Il motivo? Pare non si trovino. È tutto scritto, nero su bianco, in un documento della Procura di Firenze dello scorso 9 febbraio e vergato dallo stesso procuratore capo Filippo Spiezia: «Ad oggi, degli atti richiesti in copia dall’Avv. Mazzeo, non risultano ancora reperiti i n. N.l7 scatti fotografici della coppia francese di cui al verbale 11.9.85 ore 09,00 del Nucleo Operativo CC Firenze». Per questa ragione la Procura stessa ha deciso di rigettare «la richiesta relativa al rilascio degli scatti fotografici […] in quanto il reperto non risulta ancora rinvenuto». Una posizione singolare, tanto più che soltanto pochi giorni dopo, il 14 febbraio, a pronunciarsi è stata la Corte di assise del Tribunale di Firenze che ha ordinato alla Procura la restituzione di tutti i beni riferibili alla coppia francese, al di là di quale sia il faldone in cui dovrebbero essere conservati. Insomma, un cortocircuito difficile da comprendere. E che spinge qualcuno a chiedersi se ci sia dolo nell’atteggiamento della Procura.

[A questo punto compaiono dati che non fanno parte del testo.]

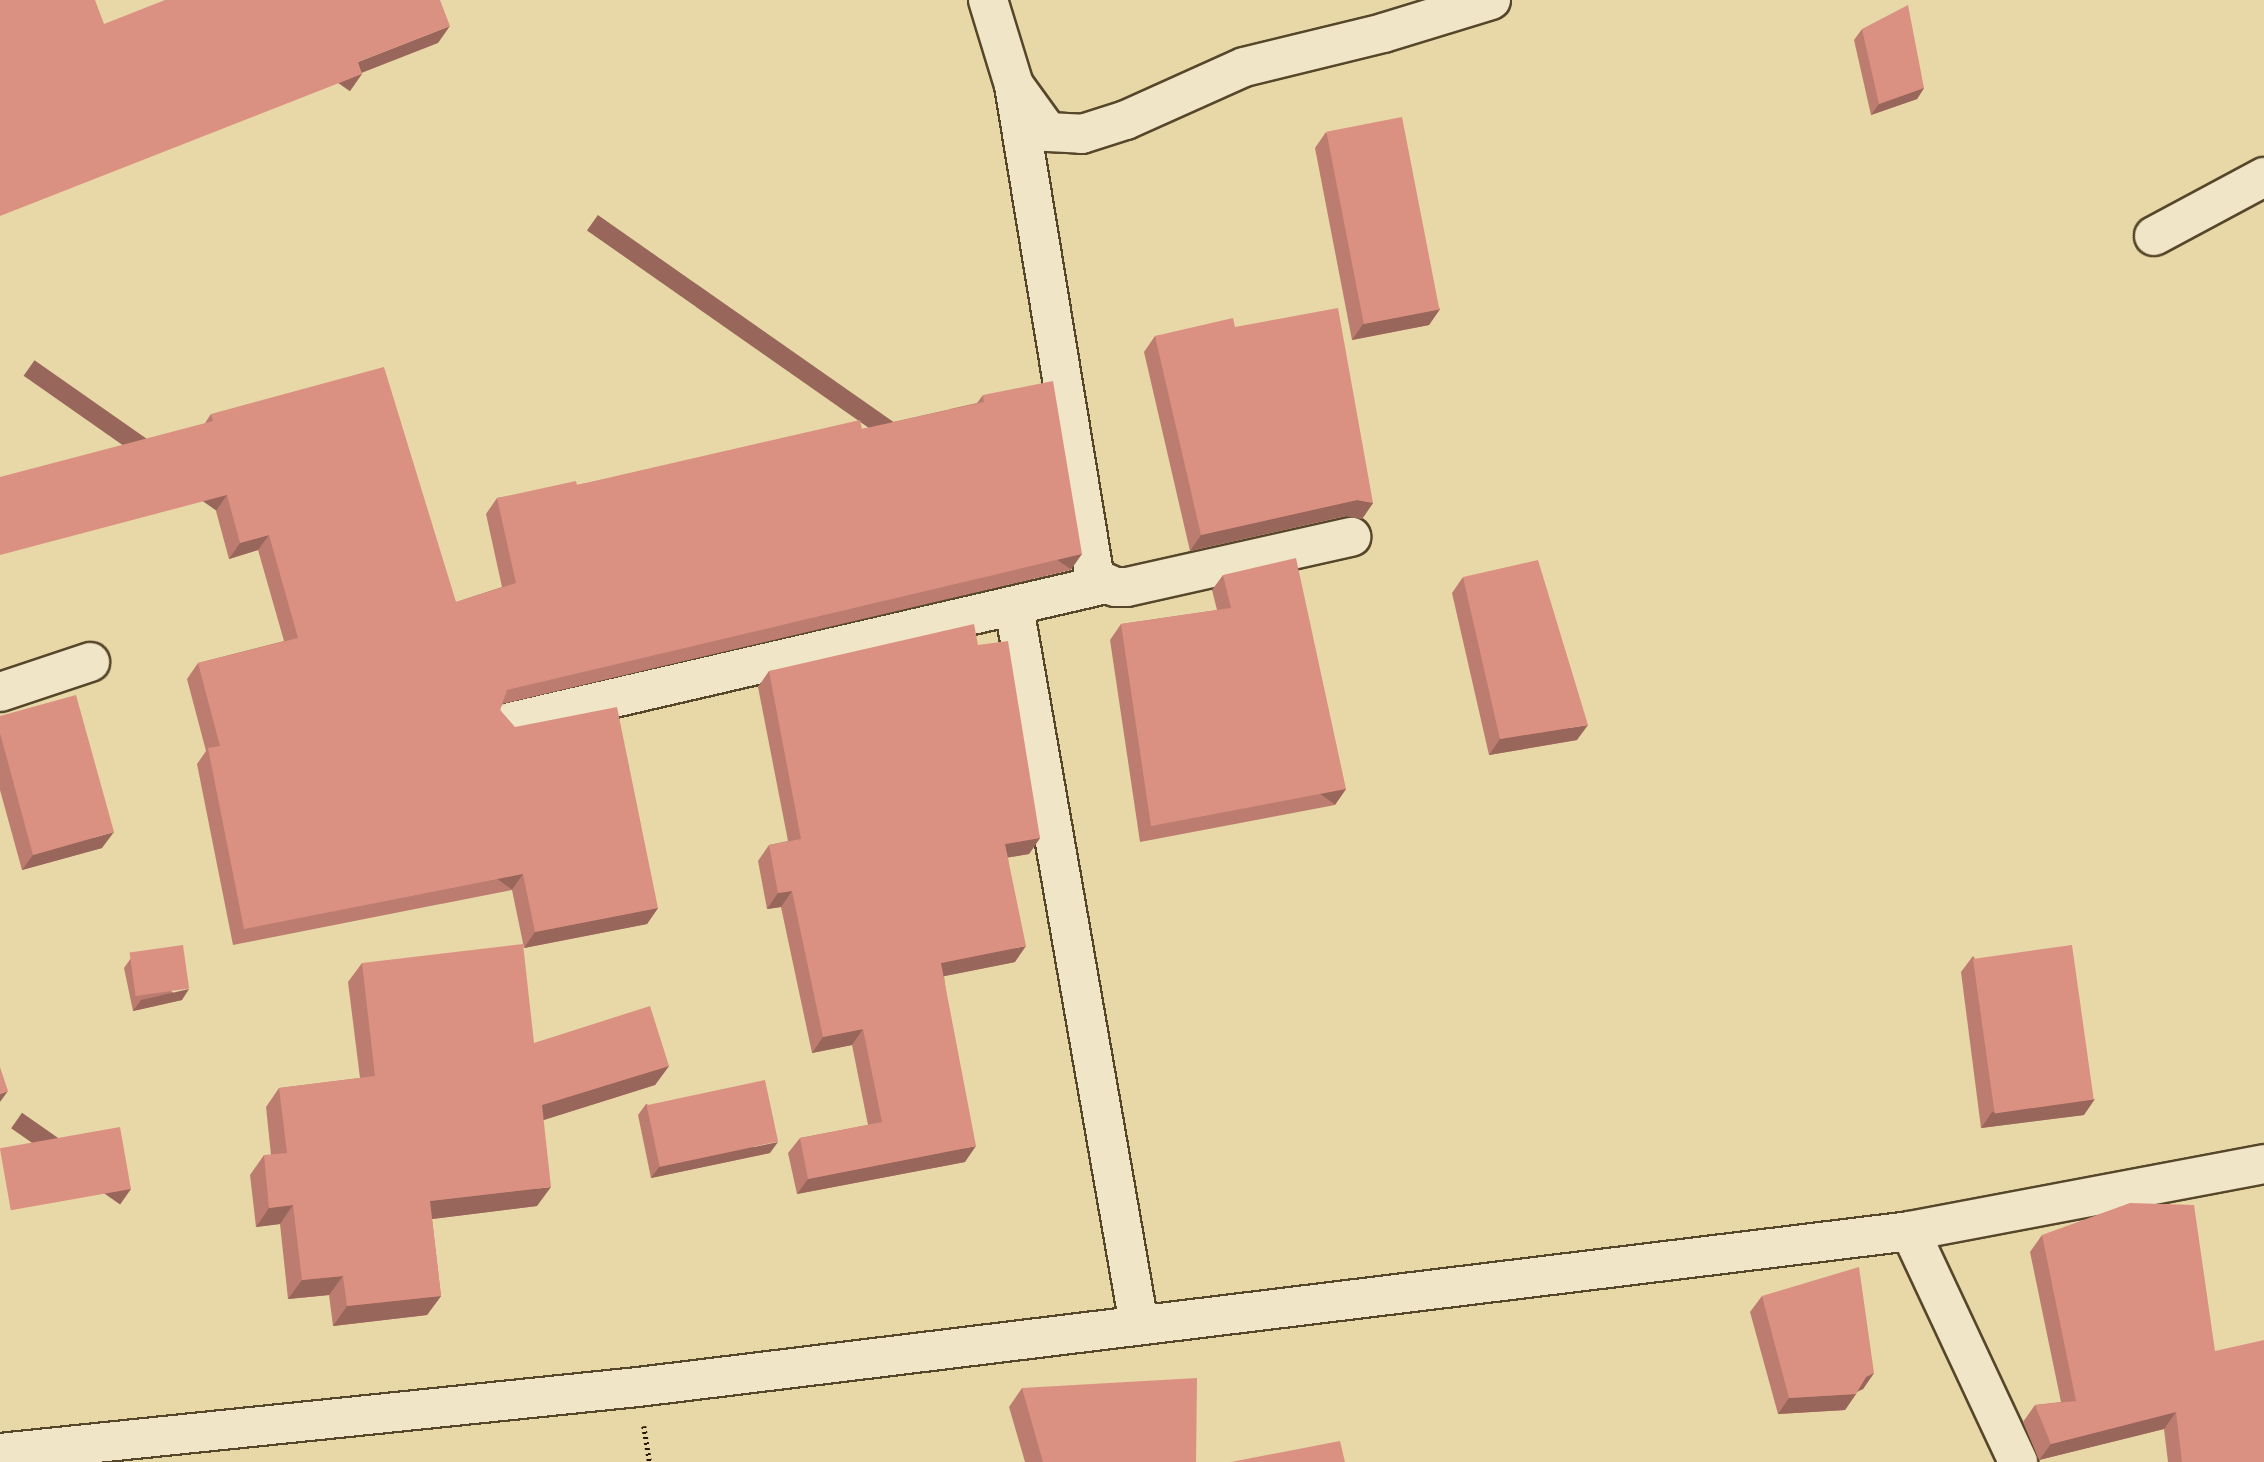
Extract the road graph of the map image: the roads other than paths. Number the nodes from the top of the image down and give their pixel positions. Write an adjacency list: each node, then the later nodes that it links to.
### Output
1 (988, 0): 3 (street)
2 (1491, 0): 3 (street)
3 (1014, 85): 7 (street)
4 (2264, 177): 5 (street)
5 (2154, 236)
6 (1351, 537): 7 (street)
7 (1106, 584): 8 (street)
8 (1014, 607): 11 (street); 14 (street)
9 (89, 662): 10 (street)
10 (0, 692)
11 (510, 723)
12 (2264, 1164): 13 (street)
13 (1910, 1231): 14 (street); 16 (street)
14 (1139, 1325): 15 (street)
15 (0, 1453)
16 (2018, 1462)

«Non mi spingo a dire tanto» puntualizza Cochi «però di sicuro ci sono molti lati da chiarire. C’è stato un pm, Paolo Canessa, che ha preso in mano il caso nel 1984 e ha avuto disponibilità e possesso esclusivo del materiale sul mostro di Firenze fino al 2017, quando è andato in pensione. Anche quando è stato promosso procuratore capo a Pistoia, e dunque in altro ruolo e in altra città, ha inspiegabilmente continuato a mantenere in mano le deleghe. Sicuramente ha contezza di tutto questo materiale». A questo punto le tappe appaiono segnate. Gli avvocati si rivolgeranno ai Gip che per ultimi si sono occupati del Mostro che verosimilmente disporranno il dissequestro dei reperti. «E allora ci rivolgeremo di nuovo alla Procura» continua Mazzeo «perché chi ha il diritto di sequestrare, ha anche il dovere di custodire e di rispondere di eventuali smarrimenti: parliamo d’altronde di materiale privato di proprietà dei familiari delle vittime». E se anche in quel caso non dovesse essere restituito quanto di dovere? «In caso di mancata restituzione si agirà a norma di legge», aggiunge Mazzeo. Fuori dal gergo legale: la Procura potrebbe finire sotto accusa.

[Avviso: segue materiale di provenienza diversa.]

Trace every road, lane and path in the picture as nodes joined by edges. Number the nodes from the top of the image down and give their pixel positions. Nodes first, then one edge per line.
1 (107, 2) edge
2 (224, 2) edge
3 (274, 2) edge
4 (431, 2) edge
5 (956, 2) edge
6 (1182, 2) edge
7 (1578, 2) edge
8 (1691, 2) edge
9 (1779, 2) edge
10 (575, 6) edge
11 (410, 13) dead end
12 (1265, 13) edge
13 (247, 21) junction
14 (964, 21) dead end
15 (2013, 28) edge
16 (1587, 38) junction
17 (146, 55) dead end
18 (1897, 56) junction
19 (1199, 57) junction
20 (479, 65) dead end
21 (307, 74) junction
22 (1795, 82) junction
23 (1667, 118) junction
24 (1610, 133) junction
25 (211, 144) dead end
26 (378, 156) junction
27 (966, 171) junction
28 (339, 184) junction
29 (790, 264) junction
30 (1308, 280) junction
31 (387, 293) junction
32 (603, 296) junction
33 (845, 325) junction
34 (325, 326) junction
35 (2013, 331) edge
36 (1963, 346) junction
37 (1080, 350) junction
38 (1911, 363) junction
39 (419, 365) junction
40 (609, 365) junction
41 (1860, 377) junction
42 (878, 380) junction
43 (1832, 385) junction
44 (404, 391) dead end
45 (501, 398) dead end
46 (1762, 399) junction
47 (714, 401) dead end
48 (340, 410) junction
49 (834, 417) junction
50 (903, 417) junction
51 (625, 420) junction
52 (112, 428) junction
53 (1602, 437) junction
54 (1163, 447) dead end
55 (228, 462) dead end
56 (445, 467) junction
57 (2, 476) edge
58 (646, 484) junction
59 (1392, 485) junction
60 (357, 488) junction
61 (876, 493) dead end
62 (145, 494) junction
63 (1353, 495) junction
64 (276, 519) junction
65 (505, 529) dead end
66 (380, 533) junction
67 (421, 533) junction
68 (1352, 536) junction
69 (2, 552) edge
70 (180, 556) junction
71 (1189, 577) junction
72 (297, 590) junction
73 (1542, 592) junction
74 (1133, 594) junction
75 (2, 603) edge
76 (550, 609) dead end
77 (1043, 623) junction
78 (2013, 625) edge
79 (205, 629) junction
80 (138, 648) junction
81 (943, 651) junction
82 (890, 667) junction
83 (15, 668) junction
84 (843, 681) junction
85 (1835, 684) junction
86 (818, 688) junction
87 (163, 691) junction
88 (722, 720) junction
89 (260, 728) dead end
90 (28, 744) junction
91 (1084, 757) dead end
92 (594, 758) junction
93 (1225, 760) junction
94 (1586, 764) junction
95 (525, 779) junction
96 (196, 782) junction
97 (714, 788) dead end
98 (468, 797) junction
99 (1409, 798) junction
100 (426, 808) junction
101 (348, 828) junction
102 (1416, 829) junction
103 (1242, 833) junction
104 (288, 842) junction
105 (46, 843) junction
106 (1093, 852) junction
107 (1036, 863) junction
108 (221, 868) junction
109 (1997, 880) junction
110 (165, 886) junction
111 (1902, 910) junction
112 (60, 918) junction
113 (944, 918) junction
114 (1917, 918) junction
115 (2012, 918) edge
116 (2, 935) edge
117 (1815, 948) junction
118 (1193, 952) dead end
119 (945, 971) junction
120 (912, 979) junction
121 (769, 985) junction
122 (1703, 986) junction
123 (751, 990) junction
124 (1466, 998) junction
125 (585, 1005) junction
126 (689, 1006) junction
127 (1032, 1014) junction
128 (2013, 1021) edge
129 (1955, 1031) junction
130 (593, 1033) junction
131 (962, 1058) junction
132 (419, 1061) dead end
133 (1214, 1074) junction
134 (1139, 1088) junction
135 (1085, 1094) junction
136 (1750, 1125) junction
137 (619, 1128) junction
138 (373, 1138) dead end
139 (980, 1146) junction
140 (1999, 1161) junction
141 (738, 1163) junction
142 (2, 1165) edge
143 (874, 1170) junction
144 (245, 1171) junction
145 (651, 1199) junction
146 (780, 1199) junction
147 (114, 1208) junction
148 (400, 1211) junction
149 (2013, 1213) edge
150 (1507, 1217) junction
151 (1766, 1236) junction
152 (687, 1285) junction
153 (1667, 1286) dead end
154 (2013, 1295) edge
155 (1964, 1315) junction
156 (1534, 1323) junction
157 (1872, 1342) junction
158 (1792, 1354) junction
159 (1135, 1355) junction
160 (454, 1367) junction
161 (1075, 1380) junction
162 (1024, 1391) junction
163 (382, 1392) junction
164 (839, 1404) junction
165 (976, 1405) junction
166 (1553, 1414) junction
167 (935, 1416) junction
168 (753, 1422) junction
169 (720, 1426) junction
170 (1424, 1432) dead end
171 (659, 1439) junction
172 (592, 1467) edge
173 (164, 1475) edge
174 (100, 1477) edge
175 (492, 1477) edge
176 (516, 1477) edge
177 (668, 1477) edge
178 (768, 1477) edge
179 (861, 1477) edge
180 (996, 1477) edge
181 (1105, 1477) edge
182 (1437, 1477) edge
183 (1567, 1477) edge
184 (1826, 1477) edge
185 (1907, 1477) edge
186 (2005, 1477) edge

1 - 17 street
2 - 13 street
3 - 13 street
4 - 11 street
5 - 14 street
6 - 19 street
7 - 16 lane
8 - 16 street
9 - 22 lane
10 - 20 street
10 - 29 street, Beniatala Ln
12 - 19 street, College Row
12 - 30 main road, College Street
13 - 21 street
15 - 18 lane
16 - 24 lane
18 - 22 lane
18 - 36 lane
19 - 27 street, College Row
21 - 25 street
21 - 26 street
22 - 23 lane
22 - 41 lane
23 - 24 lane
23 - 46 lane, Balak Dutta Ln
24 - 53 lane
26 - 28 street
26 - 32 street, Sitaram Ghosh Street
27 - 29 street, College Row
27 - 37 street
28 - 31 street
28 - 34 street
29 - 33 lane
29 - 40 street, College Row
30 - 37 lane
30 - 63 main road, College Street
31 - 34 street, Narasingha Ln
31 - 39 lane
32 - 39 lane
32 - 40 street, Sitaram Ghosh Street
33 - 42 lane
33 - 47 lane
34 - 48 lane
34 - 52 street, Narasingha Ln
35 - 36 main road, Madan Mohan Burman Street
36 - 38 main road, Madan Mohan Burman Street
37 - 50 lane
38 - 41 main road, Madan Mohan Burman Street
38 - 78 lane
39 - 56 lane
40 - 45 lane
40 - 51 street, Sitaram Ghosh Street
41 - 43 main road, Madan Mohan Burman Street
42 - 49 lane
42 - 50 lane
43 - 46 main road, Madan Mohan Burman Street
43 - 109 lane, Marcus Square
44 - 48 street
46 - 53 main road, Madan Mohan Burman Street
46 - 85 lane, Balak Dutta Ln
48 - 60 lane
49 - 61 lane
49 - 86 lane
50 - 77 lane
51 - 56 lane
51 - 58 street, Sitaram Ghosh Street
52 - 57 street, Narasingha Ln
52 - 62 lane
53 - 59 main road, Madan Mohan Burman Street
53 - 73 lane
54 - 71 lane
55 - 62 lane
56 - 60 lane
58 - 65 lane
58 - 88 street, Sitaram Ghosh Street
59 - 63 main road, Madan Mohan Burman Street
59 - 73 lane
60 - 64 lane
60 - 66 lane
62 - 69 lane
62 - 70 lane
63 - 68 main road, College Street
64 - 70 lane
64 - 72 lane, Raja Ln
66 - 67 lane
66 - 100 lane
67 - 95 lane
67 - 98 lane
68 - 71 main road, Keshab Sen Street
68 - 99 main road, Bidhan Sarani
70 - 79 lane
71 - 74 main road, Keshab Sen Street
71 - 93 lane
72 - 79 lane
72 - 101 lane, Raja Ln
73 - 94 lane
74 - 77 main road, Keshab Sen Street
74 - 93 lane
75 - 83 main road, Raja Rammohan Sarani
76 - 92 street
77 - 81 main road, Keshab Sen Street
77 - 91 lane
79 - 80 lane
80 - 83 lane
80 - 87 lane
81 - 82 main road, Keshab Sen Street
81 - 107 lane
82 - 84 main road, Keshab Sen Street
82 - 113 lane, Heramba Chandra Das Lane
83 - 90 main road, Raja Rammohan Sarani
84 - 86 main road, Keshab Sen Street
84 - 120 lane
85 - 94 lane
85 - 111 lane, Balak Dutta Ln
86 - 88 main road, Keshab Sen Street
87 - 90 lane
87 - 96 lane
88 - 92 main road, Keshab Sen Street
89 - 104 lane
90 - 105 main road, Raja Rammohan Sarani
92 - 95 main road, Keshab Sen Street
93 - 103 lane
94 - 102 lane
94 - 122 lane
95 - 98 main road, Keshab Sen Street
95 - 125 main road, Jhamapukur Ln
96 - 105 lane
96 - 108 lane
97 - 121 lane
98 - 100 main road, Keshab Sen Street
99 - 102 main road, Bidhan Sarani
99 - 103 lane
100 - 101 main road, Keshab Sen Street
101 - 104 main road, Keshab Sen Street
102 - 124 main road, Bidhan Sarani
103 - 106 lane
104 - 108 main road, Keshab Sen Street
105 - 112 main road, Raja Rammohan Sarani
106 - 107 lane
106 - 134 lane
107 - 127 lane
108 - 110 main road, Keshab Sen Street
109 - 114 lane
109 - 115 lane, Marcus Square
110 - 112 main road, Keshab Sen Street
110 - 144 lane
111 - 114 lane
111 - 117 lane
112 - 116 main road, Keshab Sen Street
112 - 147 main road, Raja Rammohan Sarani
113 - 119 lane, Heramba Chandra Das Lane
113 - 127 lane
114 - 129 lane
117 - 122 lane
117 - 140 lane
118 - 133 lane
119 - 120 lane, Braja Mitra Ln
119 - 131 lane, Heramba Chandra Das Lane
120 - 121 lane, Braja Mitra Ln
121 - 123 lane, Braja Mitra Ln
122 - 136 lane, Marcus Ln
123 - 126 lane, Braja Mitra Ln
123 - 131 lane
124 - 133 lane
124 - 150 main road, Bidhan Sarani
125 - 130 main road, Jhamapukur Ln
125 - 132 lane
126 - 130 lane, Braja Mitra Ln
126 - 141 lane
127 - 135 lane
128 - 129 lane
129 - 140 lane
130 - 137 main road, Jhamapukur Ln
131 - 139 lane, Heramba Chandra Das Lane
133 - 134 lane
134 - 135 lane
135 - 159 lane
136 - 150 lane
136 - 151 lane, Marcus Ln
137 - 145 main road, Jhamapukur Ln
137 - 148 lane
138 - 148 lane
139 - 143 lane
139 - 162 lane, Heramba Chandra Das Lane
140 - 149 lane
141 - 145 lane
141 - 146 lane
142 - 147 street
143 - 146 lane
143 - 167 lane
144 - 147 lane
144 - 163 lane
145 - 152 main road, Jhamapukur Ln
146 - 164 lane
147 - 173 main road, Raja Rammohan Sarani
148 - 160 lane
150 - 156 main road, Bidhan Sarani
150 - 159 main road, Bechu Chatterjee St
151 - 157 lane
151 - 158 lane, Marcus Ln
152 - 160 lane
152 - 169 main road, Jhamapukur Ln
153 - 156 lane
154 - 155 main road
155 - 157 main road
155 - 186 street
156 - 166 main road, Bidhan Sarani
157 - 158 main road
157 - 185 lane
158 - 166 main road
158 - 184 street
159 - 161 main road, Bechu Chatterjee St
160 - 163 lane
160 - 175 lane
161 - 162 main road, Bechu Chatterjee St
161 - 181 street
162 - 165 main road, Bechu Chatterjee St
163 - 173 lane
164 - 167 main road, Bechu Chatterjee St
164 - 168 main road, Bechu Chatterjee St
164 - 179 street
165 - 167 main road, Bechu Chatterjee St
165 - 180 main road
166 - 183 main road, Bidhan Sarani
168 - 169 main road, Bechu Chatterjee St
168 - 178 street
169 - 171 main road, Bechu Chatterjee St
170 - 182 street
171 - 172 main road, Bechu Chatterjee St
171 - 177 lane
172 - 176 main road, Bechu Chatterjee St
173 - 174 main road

Il dettaglio non è di poco conto. Perché se davvero tutta la storia dei «compagni di merende» dovesse rivelarsi un buco nell’acqua, si tornerebbe al punto di partenza. E tutti ricomincerebbero a chiedersi chi si nasconde dietro al Mostro. Da notare come, a oggi, una pista incredibilmente mai battuta esiste. Dobbiamo tornare al 1984. È il primo ottobre quando i carabinieri della compagnia di Borgo San Lorenzo, nel Mugello (luogo peraltro di ben due duplici omicidi), scrivono un’informativa, la numero 279/27, in cui viene raccontato un particolare non di poco conto: il 5 febbraio 1965, si dice, era stata rubata una Beretta calibro 22 presso un’armeria del paese. Una pistola mai più ritrovata. Ebbene, i militari notano che quell’arma trafugata possa essere «messa in relazione alle indagini relative alla serie dei duplici omicidi che da anni vengono perpetrati nella provincia di Firenze». Sono i carabinieri, già nel 1984, ad affermarlo. Non solo. Nel rapporto indicano una persona precisa, con nome e cognome, presunto autore di quel furto. Un uomo che fino a metà degli anni Sessanta risiedeva nel Mugello, per poi trasferirsi a Firenze. Ma c’è di più: nell’informativa si legge che il tizio era stato anche denunciato dall’Arma di Firenze Rifredi alla Procura della Repubblica «per reati contro la libertà sessuale». E ancora: nel giugno 1966, durante le indagini proprio per il furto all’armeria, subì una perquisizione durante la quale si rinvennero armi e munizioni, nonché due cartucce calibro 22 e 10 bossoli dello stesso calibro. Reperti – anche questi – che purtroppo non è stato possibile rintracciare. «La cosa davvero strana è che questa persona non è mai stata inserita nella famosa lista dei sospettati creata e redatta dalla Squadra Anti-Mostro. Di fatto questo soggetto non è mai stato preso in considerazione». Una figura, inghiottita fino a ora nel tempo, che ha un nome e un cognome ben precisi. E che, secondo voci che si rincorrono con sempre più insistenza nel Mugello, avrebbe a lungo lavorato proprio negli ambienti giudiziari.